Taking the line with "thumb tip: (338, 300)" as the first and the line with "ring mcp: (240, 182)" as the last, set down exactly every line in that range from the entries below, and no more.
-- EXTRACTED INFORMATION follows --
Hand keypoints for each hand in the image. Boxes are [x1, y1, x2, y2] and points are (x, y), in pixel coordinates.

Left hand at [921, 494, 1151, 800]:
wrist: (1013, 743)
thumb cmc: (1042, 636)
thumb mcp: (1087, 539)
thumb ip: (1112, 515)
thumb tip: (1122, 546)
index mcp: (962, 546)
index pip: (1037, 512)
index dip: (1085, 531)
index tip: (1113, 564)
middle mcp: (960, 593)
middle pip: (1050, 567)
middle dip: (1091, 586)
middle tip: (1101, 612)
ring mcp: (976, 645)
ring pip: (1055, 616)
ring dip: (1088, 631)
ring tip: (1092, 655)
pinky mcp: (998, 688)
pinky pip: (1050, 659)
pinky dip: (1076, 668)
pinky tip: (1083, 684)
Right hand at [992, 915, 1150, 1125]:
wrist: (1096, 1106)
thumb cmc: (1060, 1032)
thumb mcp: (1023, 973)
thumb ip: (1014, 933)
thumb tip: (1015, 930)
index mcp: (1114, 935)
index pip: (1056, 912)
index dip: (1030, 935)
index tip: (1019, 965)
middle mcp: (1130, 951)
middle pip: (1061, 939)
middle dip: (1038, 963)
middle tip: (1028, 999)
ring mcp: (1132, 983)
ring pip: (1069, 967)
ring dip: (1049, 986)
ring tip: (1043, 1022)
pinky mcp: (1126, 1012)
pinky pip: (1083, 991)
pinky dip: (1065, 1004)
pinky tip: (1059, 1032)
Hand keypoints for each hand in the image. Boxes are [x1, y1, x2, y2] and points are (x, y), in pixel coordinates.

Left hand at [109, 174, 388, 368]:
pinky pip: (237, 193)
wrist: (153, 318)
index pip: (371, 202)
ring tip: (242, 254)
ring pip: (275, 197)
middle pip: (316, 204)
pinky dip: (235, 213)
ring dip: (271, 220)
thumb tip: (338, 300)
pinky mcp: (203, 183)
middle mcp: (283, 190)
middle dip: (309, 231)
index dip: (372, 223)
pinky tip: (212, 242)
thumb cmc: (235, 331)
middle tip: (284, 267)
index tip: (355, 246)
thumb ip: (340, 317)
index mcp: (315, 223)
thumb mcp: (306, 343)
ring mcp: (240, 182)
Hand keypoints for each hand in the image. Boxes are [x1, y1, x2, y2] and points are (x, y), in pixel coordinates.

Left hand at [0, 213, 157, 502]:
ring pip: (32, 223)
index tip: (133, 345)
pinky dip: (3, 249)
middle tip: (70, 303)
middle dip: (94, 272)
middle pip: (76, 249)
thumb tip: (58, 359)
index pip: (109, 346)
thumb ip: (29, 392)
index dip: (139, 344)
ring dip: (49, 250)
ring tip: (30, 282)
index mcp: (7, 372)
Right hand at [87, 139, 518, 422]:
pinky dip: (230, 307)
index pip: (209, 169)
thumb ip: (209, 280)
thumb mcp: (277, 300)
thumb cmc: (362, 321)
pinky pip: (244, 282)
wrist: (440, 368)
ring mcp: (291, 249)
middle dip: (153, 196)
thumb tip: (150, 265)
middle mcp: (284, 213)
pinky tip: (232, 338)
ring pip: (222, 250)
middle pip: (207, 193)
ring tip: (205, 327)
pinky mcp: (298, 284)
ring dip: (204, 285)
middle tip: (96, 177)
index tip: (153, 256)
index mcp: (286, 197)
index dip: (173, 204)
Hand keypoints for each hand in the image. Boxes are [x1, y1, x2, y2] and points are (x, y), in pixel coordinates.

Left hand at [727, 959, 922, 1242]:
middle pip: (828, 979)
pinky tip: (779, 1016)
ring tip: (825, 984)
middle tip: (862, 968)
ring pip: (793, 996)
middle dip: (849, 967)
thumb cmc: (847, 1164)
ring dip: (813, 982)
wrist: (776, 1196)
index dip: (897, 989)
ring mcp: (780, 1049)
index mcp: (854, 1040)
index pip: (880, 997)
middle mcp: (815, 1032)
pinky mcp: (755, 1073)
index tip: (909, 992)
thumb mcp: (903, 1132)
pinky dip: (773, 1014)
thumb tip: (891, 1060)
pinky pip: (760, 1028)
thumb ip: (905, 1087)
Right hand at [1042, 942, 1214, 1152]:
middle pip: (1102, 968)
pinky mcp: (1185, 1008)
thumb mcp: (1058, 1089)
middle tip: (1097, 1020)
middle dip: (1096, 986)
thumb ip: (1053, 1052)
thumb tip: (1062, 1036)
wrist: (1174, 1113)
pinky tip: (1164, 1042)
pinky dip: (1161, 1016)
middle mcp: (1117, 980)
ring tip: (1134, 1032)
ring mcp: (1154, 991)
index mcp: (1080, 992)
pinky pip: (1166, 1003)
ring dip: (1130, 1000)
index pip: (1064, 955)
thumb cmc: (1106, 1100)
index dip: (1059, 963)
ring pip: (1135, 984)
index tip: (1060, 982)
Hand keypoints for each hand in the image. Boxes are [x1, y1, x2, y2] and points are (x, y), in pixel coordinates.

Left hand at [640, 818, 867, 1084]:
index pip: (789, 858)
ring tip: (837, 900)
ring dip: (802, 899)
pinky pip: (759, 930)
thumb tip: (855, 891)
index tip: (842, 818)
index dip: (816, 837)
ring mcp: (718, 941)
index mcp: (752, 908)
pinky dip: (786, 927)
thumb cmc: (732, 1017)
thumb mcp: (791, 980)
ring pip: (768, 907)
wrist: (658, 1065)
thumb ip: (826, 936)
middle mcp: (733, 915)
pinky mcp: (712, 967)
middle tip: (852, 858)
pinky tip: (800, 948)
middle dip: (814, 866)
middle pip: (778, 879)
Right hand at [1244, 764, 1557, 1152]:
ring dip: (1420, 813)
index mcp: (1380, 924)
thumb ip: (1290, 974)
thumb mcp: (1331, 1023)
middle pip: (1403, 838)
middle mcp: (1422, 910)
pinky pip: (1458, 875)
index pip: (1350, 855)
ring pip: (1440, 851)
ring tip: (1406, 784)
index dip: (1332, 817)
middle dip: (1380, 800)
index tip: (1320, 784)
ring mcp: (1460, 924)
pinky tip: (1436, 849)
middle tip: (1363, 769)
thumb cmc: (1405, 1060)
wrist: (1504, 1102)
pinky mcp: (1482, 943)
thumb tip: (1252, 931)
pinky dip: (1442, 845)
-- EXTRACTED INFORMATION concluded --
* RESPONSE *
thumb tip: (338, 300)
pinky mcp: (203, 183)
middle mcp: (283, 190)
middle dip: (309, 231)
index dip: (372, 223)
pinky tip: (212, 242)
thumb cmc: (235, 331)
middle tip: (284, 267)
index tip: (355, 246)
thumb ip: (340, 317)
index mcp: (315, 223)
thumb mcp: (306, 343)
ring mcp: (240, 182)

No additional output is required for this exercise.